▶ **WORK REQUIRED**
Your answer must be an exact copy of the lines from the one holding "ring mcp: (789, 821)" through the last line of the entries below, with nothing added.

===== RECORDS FOR PROCESSING =====

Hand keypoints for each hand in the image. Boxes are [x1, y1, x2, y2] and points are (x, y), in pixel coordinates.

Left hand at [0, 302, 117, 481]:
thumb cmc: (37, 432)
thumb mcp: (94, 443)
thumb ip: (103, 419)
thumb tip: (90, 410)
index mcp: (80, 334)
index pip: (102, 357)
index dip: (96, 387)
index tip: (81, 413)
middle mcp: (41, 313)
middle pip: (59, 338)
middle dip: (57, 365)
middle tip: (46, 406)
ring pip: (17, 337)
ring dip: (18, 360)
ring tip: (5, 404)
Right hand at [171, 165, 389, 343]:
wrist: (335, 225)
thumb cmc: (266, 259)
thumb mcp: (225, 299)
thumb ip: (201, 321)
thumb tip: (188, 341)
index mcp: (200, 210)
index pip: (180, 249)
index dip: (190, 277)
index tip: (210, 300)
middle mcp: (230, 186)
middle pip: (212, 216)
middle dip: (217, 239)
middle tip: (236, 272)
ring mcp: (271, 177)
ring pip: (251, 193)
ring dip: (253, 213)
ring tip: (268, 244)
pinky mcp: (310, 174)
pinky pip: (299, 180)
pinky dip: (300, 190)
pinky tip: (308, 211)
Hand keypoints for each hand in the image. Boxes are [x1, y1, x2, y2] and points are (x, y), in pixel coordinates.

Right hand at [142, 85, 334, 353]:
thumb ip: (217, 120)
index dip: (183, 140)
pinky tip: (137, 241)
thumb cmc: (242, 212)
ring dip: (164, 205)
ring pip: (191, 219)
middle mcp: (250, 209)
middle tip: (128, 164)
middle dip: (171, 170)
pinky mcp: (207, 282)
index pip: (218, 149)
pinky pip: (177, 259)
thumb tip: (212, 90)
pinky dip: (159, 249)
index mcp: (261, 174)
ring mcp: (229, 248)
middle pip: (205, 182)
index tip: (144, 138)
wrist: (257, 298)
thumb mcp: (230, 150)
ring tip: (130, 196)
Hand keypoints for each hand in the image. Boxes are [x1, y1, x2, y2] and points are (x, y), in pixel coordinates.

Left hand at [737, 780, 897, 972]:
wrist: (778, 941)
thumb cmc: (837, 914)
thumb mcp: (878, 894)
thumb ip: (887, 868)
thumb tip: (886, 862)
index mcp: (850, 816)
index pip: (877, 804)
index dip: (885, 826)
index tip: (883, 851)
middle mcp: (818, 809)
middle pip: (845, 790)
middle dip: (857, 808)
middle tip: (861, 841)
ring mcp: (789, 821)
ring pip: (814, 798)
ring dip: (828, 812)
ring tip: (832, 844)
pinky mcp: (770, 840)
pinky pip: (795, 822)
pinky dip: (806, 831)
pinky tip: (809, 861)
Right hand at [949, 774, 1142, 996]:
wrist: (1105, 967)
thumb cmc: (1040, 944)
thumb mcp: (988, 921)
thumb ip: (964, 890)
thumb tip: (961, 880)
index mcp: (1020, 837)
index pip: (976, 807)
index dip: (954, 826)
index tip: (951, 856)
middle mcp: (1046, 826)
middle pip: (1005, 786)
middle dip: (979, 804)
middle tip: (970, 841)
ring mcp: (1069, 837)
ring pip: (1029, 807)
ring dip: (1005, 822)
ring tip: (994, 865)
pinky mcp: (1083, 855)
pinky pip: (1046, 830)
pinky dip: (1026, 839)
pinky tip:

=====

▶ **WRITTEN SOLUTION**
ring mcp: (789, 821)
ring pip: (814, 798)
ring dip: (828, 812)
ring tip: (832, 844)
pinky mcp: (770, 840)
pinky pip: (795, 822)
pinky dip: (806, 831)
pinky tip: (809, 861)
Right hand at [949, 774, 1142, 996]:
wrist: (1105, 967)
thumb cmc: (1040, 944)
thumb mcp: (988, 921)
thumb ip: (964, 890)
thumb tip: (961, 880)
index mcp: (1020, 837)
index pip: (976, 807)
index dip: (954, 826)
index tip: (951, 856)
middle mcp: (1046, 826)
middle pip: (1005, 786)
middle dip: (979, 804)
middle tip: (970, 841)
ring mcp: (1069, 837)
ring pip: (1029, 807)
ring dip: (1005, 822)
ring tip: (994, 865)
pinky mcp: (1083, 855)
pinky pip: (1046, 830)
pinky dip: (1026, 839)
pinky tip:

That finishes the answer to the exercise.